John Rafferty was sweating into his expensive suit even though his big Mercedes' heater was barely able to deal with the sub-freezing temperatures and keep the interior of the car moderately warm. It was two in the morning: he glanced for the millionth time at the attaché case full of cash on the leather seat beside him.

He saw the other car ease into the parking lot, gliding past the chain whose lock he had opened--he owned the lot, and another eighteen like it, spread all over center city Philadelphia. They were virtual goldmines, and they'd made him a very, very wealthy man. Which explained the cash, of course: he'd hardly had to sweat to put together the demanded two-hundred grand. But he was sweating now, as he watched a man dressed completely in black get out of the other car and walk steadily toward him.

Rafferty couldn't take his eyes off the man's gun. It was the biggest, shiniest hand gun he'd ever actually seen, and it was pointed relentlessly toward him.

"Get out of the car," the guy told him.

Rafferty did as he was told, oblivious to the bitter cold air. He stood as told and put his hands on the Mercedes' cold, shiny roof--he felt the chill through his leather gloves--as the other man patted him down, checking for weapons.

"Go stand over there," the guy directed, pointing toward the rear of the lot. There was a narrow cul-de-sac there, formed by the backs of the neighboring buildings. It was a short, dead-end alley that, during business hours, would be packed by the valets with commuters' cars. Right now it was starkly empty except for a few shreds of wind-blown trash.

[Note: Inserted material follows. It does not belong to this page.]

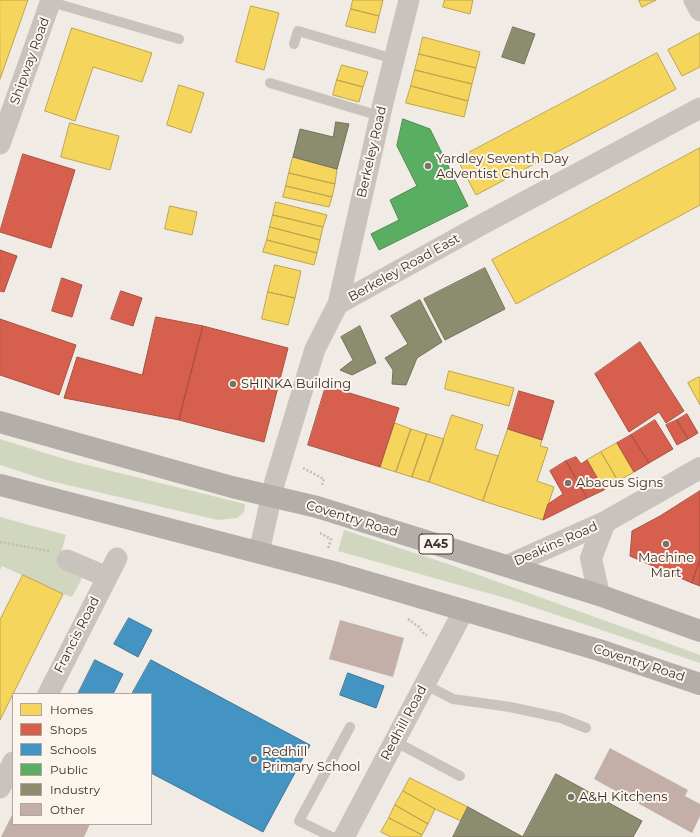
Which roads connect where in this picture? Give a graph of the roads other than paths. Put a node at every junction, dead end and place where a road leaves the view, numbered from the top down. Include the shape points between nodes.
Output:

Rafferty walked into the alley, stopping where he was told. He saw the guy open the door to his car and start getting in and was suddenly incensed: money was one thing, but he loved that car.

"Hey!" he yelled. "Don't you steal my car, man!"

The guy with the gun stopped and stared at him, motioning him back with the gun barrel. "Oh--you mean the car that you were driving the night you ran over Shania Williams? The same car that killed a twelve-year old right around the corner from here? THAT car?"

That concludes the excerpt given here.